» WORK REQUEST:
In the records below, the line with "if min(w, h)" opens the range and the line with "ctx.restore()" closes it; print that range exactly and nothing else.

» Stored items:
Start of Block

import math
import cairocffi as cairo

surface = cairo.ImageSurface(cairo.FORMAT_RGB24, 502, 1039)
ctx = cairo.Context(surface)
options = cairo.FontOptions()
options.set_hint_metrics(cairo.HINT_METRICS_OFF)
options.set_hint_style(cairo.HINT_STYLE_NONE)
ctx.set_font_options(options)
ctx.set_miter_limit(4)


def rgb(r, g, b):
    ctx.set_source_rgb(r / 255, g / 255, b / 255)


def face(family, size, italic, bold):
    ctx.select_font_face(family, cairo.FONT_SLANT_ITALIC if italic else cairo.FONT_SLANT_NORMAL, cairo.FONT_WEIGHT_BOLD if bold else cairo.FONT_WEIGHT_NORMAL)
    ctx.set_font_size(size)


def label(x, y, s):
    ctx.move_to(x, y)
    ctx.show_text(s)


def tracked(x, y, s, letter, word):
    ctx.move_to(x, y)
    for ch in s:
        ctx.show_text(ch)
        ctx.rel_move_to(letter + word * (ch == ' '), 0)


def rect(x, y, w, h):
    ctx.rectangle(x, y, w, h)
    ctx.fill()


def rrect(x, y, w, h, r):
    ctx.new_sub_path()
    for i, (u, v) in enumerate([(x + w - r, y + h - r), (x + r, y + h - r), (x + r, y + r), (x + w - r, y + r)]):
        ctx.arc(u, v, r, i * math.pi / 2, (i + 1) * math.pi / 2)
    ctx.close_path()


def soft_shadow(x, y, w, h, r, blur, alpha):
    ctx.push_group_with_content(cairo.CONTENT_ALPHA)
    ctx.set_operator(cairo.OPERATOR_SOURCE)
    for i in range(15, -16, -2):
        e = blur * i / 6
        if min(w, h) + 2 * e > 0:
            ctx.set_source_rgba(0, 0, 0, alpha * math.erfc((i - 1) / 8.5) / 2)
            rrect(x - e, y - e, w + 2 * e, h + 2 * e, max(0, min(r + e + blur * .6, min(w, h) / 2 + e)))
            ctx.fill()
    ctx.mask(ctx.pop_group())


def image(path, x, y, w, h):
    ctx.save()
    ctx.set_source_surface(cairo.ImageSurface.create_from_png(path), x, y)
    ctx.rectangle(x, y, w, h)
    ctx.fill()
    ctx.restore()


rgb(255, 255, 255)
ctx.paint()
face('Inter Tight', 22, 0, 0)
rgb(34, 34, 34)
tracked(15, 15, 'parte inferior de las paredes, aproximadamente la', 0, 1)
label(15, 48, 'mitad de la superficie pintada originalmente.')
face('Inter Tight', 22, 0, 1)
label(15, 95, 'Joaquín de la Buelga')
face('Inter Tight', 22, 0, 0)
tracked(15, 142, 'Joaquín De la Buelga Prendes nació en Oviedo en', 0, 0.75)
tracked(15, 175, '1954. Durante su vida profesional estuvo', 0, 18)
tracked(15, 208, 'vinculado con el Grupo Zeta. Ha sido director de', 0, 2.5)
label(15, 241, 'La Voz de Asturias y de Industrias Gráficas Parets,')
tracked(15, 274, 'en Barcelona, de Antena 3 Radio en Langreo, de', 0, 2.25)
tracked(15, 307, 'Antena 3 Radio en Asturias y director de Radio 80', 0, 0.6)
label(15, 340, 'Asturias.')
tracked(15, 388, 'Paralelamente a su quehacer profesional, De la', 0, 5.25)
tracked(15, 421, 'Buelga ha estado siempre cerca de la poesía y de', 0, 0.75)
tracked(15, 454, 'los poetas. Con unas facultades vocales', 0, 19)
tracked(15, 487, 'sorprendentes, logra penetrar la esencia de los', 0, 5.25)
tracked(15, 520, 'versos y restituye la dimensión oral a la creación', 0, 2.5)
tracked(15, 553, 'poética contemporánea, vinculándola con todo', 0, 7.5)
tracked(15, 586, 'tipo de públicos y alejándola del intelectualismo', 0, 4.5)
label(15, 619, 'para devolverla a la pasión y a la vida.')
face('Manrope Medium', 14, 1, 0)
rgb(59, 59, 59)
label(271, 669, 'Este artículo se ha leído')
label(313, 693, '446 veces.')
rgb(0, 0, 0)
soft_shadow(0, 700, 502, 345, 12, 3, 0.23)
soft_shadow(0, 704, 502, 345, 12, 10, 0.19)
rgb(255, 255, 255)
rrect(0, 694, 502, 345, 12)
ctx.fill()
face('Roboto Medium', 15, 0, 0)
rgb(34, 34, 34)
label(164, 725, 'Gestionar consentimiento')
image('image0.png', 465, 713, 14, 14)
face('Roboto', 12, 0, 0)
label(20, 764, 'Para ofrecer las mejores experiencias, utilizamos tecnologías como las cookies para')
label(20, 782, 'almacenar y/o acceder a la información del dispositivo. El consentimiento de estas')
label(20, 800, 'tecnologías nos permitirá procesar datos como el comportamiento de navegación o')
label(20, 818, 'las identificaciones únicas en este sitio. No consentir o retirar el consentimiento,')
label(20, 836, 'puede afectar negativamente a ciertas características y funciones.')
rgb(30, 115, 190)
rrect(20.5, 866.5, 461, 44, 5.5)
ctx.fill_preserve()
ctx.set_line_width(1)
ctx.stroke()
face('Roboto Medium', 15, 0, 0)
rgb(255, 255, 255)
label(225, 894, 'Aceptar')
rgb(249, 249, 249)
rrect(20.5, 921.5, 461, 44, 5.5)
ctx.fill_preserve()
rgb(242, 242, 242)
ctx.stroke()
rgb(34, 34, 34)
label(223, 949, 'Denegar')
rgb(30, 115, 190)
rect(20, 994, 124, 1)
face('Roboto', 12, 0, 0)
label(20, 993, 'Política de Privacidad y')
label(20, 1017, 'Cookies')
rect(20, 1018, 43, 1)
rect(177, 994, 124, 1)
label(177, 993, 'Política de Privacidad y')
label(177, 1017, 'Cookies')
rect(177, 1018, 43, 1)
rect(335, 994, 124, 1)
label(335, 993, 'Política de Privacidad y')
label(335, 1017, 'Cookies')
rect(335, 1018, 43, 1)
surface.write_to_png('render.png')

End of Block

» RESPONSE AREA:
        if min(w, h) + 2 * e > 0:
            ctx.set_source_rgba(0, 0, 0, alpha * math.erfc((i - 1) / 8.5) / 2)
            rrect(x - e, y - e, w + 2 * e, h + 2 * e, max(0, min(r + e + blur * .6, min(w, h) / 2 + e)))
            ctx.fill()
    ctx.mask(ctx.pop_group())


def image(path, x, y, w, h):
    ctx.save()
    ctx.set_source_surface(cairo.ImageSurface.create_from_png(path), x, y)
    ctx.rectangle(x, y, w, h)
    ctx.fill()
    ctx.restore()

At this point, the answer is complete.